- Katalemwa Location in Uganda
- Coordinates: 00°24′27″N 32°35′06″E﻿ / ﻿0.40750°N 32.58500°E
- Country: Uganda
- Region: Central Region
- District: Wakiso District
- County: Kyaddondo
- Constituency: Kyaddondo North
- Elevation: 3,900 ft (1,200 m)

= Katalemwa =

Katalemwa is a neighborhood in Wakiso District in the Central Region of Uganda.

==Location==
Katalemwa is on the Kampala–Gayaza Road, approximately 10 km, north of Kampala, the capital and largest city of Uganda.

Katalemwa is to the immediate north of Mpererwe, with Kasangati to the north, Wampeewo to the north-east, Kisaasi to the south-east, and Kawanda to the west. The coordinates of the township are 0° 24' 27.0"N, 32° 35' 6.0"N (Latitude:0.4075; Longitude:32.5850).

==Overview==
In the 1900s, Makerere University maintained a residential estate in this neighborhood, for some of the university senior staff members. In 2020 the university plans to construct an upscale teaching hospital on the 30 acres that it owns in Katalemwa. The private 200-bed teaching hospital will serve as a teaching hospital for the Makerere University College of Health Sciences and as an internship hospital where new medical school graduates can serve the mandatory one year of supervised practice before attaining an unrestricted licence to practice.

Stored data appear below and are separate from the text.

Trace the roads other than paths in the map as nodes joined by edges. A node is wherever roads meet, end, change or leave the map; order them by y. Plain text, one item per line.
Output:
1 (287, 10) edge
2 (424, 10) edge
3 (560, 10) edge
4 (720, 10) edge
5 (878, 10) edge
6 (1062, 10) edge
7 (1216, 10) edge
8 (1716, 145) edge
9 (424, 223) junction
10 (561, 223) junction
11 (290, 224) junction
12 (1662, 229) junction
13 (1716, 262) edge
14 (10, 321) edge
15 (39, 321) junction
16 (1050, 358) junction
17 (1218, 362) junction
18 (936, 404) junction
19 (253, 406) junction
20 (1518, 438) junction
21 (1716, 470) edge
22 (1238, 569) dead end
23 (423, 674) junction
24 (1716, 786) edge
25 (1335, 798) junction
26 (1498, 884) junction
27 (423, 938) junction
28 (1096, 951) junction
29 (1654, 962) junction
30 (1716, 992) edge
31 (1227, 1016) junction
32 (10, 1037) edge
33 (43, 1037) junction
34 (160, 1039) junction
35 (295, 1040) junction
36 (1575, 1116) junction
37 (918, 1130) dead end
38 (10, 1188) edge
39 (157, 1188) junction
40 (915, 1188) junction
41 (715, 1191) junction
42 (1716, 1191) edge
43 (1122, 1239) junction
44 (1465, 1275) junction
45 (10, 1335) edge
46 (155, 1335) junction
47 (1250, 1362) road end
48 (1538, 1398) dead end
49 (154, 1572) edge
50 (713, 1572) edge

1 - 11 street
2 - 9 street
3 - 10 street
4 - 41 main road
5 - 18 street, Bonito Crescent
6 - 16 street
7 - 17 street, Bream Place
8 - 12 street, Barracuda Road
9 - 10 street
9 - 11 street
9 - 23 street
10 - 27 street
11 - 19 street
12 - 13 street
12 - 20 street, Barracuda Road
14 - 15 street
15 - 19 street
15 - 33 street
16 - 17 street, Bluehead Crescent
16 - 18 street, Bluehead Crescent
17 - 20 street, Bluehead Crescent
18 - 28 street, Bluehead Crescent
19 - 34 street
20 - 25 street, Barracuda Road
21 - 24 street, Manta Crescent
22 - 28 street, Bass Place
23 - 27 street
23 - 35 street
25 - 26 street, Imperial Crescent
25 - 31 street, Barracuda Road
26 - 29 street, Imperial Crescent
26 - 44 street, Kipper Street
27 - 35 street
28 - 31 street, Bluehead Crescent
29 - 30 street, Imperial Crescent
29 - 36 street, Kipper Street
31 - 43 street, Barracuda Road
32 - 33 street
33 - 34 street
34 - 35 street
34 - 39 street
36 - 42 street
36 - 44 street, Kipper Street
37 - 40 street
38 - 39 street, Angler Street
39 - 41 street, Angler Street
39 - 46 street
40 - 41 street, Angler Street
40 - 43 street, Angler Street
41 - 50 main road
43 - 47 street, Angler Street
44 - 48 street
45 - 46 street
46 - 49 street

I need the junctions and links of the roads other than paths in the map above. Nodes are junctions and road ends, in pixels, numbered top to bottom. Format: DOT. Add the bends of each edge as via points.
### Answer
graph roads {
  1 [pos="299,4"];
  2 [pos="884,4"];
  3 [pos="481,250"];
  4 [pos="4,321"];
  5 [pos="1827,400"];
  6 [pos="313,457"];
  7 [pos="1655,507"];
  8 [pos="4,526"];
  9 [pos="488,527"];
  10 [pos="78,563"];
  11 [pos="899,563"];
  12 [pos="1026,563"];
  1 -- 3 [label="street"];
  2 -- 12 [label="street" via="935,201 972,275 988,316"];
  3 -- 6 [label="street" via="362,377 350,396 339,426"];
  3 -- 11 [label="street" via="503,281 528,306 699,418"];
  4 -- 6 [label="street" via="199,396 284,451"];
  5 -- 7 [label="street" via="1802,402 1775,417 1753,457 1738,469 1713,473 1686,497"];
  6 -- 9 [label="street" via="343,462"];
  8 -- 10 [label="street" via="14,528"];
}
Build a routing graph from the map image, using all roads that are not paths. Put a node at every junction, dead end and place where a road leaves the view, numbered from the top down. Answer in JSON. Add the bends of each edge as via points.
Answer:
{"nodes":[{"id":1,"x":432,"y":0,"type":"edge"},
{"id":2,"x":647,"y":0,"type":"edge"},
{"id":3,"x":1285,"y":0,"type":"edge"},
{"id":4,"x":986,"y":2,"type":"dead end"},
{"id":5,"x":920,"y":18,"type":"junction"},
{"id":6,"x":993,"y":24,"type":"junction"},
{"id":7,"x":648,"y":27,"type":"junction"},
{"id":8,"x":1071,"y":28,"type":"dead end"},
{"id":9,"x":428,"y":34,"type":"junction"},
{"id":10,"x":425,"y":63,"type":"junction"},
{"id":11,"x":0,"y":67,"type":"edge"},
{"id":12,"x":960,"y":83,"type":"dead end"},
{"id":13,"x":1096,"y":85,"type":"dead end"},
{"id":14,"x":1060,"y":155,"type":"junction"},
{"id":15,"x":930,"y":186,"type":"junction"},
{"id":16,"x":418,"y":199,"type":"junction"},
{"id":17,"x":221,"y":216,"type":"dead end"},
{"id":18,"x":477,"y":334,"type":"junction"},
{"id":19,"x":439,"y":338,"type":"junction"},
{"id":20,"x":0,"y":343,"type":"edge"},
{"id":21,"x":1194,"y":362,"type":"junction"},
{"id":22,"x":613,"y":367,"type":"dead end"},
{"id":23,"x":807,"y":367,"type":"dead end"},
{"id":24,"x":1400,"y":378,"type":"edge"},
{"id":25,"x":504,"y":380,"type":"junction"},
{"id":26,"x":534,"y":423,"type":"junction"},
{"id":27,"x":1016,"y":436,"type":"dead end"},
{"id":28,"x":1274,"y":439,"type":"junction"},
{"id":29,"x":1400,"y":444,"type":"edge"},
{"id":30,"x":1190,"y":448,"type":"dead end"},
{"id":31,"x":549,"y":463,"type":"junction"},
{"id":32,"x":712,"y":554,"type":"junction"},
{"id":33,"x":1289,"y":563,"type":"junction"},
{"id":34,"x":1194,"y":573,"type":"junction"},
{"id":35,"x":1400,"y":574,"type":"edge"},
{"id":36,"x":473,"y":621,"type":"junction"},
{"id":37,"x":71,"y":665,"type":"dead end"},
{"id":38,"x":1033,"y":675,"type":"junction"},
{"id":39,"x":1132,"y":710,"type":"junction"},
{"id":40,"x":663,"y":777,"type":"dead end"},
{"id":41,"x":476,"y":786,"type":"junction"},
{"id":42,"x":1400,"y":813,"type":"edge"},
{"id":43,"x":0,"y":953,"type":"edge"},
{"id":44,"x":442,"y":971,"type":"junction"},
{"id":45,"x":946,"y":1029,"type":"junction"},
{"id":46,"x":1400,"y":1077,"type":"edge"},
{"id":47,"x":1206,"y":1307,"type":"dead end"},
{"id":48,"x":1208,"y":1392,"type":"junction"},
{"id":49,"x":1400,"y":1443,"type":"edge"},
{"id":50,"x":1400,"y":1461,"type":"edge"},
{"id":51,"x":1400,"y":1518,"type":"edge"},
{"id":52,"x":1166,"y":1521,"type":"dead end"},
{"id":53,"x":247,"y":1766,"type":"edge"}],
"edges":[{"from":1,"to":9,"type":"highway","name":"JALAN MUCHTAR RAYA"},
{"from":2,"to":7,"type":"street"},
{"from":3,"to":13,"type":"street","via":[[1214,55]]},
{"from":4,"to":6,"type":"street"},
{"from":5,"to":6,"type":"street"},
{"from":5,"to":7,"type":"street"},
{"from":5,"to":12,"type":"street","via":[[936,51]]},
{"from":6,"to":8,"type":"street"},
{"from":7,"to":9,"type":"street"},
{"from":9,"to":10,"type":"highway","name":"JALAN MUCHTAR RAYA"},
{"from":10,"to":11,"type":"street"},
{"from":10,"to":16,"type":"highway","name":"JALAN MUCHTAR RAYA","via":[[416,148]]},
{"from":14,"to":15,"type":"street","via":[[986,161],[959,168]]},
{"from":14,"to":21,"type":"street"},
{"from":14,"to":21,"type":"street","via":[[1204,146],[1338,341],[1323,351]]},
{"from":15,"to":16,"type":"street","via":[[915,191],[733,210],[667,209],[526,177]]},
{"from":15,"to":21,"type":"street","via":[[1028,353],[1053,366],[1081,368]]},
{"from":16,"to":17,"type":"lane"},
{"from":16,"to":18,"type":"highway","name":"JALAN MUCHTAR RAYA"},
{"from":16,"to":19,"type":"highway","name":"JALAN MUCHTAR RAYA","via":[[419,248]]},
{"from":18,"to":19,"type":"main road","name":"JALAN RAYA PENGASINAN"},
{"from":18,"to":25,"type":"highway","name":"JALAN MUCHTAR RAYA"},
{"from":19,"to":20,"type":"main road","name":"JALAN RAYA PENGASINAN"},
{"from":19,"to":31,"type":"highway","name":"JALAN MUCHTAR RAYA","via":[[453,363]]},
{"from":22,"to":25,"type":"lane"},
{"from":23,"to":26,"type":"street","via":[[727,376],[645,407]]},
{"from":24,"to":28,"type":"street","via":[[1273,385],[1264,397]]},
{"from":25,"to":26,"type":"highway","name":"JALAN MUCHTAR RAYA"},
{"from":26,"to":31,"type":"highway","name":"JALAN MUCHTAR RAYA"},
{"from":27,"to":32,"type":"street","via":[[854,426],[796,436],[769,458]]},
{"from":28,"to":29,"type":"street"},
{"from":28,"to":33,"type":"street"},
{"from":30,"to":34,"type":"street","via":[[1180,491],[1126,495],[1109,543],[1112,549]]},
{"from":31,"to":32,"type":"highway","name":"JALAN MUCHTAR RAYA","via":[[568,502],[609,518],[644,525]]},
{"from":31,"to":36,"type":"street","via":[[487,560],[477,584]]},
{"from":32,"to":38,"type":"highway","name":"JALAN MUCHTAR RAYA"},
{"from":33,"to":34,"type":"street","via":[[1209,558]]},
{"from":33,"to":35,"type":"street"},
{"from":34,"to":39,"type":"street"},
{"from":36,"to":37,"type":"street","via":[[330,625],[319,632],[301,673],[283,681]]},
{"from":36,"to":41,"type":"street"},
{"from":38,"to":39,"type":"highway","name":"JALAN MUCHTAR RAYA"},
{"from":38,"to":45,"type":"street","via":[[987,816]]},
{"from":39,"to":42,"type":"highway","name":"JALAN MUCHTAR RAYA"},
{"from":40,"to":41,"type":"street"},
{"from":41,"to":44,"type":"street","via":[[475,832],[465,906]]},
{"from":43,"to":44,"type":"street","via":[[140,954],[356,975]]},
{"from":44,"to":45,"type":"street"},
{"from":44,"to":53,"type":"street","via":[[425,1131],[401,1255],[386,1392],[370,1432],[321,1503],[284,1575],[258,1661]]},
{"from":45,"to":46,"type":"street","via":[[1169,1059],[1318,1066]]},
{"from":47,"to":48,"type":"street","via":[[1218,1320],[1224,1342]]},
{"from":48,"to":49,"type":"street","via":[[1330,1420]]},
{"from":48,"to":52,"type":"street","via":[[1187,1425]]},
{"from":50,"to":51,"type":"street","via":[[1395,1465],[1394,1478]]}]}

One of the facilities in the neighborhood is the Katalemwa Cheshire Home, a facility catering to the needs of children with orthopedic, spinal, and mental developmental abnormalities and injuries. The Katalemwa Cheshire Home of Rehabilitation Services (KCH) is a registered non-governmental development organization in Uganda that was established in 1970. KCH is involved in the rehabilitation of children living with disabilities and the protection of their rights. KCH works with over 75 partner organizations in Uganda and neighboring countries.

==Points of interest==
The following points of interest lie within Katalemwa or close to its borders:
- Katelemwa Housing Estate: The residential development belongs to Makerere University, and contains residences for some of the university's senior staff.
- Clays & Allied Industries Limited: A private factory that manufactures clay products.
- Makerere University Teaching Hospital: A planned 200-bed private hospital owned and operated by Makerere University.